Chez les patients qui ont une hémophilie A, les inhibiteurs du facteur VIII sont éliminés par induction d'une tolérance immunitaire par un substitut du facteur VIII à forte dose. Certains protocoles comprennent l'immunosuppression en cas de maladie réfractaire.

Chez les patients qui ont une hémophilie B et des inhibiteurs du facteur IX, l'exposition au facteur IX peut provoquer des réactions anaphylactiques et un syndrome néphrotique. La désensibilisation au facteur IX associée à une immunosuppression est une stratégie potentielle facilitant l'induction de la tolérance immunitaire chez ces patients.

Le facteur VIIa humain recombinant est utilisé pour traiter les épisodes hémorragiques aigus chez les patients hémophiles A ou B porteurs d'inhibiteurs ou chez les patients non hémophiles qui développent des auto-anticorps anti-facteur VIII ou IX. Les concentrés de complexe prothrombinique activés peuvent également être utilisés pour traiter les saignements chez les patients qui ont des inhibiteurs du facteur VIII avec ou sans hémophilie A. Les concentrés de complexe prothrombinique activés contiennent du facteur IX, ils ne peuvent donc pas être utilisés pour traiter les patients qui ont des inhibiteurs du facteur IX. (1).

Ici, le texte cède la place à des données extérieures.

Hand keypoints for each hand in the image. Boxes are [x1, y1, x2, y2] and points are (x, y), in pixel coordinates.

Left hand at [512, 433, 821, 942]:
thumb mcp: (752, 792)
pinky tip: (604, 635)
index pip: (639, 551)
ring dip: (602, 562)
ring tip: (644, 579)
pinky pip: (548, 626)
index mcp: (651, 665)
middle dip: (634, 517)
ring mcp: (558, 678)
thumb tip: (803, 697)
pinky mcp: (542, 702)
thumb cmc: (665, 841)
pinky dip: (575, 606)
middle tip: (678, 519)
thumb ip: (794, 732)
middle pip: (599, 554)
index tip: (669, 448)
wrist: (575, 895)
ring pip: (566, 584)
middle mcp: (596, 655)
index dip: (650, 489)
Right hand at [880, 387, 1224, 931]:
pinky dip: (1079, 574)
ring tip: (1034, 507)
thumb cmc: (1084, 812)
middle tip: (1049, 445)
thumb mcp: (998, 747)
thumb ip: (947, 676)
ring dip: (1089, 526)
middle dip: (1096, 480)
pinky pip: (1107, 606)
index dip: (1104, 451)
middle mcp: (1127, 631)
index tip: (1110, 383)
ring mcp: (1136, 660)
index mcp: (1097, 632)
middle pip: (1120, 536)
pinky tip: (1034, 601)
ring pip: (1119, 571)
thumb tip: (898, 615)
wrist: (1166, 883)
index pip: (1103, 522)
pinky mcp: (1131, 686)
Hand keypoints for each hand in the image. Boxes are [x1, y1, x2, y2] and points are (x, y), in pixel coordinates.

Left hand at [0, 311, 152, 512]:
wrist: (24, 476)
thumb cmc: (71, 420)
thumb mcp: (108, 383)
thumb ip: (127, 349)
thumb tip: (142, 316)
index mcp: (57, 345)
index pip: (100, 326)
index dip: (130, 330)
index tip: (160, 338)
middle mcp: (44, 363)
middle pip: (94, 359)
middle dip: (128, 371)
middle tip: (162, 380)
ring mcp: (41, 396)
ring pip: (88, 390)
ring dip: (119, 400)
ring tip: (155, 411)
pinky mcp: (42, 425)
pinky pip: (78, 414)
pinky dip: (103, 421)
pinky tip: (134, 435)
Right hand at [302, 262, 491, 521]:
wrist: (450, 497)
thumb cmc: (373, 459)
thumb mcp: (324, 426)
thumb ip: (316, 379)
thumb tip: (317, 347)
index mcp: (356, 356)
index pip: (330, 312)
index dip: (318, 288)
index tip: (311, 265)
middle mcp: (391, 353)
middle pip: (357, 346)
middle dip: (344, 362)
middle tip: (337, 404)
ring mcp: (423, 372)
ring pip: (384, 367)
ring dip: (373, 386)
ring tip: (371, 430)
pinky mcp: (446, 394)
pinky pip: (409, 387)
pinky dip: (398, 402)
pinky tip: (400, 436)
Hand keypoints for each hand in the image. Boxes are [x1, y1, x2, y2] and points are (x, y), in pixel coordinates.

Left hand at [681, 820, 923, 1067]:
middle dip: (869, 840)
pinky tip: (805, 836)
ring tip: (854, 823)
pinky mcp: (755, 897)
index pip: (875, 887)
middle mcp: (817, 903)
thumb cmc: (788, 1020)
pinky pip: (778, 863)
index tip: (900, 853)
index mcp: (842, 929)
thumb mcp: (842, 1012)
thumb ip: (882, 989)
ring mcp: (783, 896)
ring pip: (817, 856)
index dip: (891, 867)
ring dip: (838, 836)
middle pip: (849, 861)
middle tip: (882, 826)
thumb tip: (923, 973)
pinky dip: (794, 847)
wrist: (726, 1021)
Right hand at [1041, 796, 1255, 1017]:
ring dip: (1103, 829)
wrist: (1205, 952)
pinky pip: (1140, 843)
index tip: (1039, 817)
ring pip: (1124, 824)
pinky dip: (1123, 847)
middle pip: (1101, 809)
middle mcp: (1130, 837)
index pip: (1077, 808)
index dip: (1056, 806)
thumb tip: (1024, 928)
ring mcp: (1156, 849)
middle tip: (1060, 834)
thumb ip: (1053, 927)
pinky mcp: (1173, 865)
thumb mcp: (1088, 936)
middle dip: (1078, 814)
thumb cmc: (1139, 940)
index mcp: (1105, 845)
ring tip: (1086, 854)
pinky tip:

L'émicizumab est un anticorps monoclonal bispécifique humanisé recombinant qui se lie à la fois au facteur IX et au facteur X et les relie à un complexe actif du type facteur Xase qui évite d'avoir recours au facteur VIII. L'émicizumab peut prévenir ou réduire la fréquence des saignements en cas d'hémophilie A avec présence d'inhibiteurs du facteur VIII.

Le fitusiran et le concizumab sont à l'étude dans le traitement des anticorps acquis anti-facteur VIII ou anti-facteur IX (2, 3).

De plus, il y a des essais cliniques d'une forme de facteur VIII porcin recombinant déplétée en domaine B (4) qui a une réactivité croisée réduite avec les inhibiteurs anti-anticorps humains du facteur VIII.